Brad Flansbaum writes about the difficulty of correctly interpreting survival odds for patients and physicians. His post is based on an interesting study about framing bias in medical decision making. He notes that physicians, in particular, may have trouble communicating small survival chances in meaningful language, and seem to systematically overstate the chances for success as compared to patients. In the paper he is citing, two-thirds of physicians attached the label “clearly better” to a reduction in relative risk of death of one-third, and absolute mortality risk reduction of 2%. Interestingly, around half of the patients in this study attached the label “clearly better” to this same risk reduction.
Brad is particularly worried about the ability of physicians to deliver information to patients in a meaningful format, which is one key component of good treatment decisions. How do we improve decision making?

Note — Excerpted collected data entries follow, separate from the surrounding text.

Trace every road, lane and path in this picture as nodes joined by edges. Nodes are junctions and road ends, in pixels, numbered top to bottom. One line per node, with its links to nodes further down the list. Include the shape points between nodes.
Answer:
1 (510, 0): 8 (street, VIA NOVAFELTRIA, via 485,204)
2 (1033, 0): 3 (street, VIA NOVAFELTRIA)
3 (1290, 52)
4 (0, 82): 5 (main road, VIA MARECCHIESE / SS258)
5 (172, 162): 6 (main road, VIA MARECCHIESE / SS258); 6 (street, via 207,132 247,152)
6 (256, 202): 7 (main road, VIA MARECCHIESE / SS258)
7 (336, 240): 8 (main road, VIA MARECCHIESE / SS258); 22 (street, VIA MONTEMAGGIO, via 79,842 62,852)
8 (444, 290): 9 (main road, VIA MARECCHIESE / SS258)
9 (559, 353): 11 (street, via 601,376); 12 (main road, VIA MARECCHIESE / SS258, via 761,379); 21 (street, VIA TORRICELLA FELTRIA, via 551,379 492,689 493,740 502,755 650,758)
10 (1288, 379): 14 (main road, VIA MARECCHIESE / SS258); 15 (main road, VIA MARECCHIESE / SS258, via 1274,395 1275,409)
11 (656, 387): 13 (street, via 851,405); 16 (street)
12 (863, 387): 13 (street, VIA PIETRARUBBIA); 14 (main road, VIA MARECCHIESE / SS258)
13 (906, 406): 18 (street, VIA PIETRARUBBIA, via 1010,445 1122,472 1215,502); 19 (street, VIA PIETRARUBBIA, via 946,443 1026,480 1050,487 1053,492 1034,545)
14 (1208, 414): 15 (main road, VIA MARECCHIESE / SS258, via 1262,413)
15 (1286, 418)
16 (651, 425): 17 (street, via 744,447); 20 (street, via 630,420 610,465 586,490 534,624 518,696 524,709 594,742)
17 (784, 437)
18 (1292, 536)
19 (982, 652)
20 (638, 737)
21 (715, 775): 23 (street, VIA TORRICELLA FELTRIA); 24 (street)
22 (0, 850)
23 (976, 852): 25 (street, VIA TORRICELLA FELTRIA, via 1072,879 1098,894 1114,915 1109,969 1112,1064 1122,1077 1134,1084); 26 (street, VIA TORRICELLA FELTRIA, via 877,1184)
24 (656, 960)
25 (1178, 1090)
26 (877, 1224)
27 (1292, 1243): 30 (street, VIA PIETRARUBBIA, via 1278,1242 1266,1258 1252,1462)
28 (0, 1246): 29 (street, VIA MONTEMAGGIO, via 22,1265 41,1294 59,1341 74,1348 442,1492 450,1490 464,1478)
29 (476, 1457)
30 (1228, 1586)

I think that the best answer is more types of information to inform decisions. We need to add quality of life and cost to the mix to arrive at better decisions. Better communication about survival chances would be an improvement, but that is only part of the answer, and in and of itself won’t likely reduce costs as much as many seem to assume. Belief that better prognostication of death will lead to great cost reductions is likely the “fools gold” of health reform. We need to add information on the impact of a treatment on quality of life as well as explicitly discussing the costs of the therapy. More variables to consider, each with uncertainty, provide a more realistic setting in which to make treatment decisions. Only by learning to more directly encounter and talk about the trade-offs between survival, quality of life and cost can we hope to arrive at a reasonable answer to the bottom line questions: “is it worth it?” “should we do it?” My book has a fairly detailed discussion of these issues in chapters 3, 5 and 6.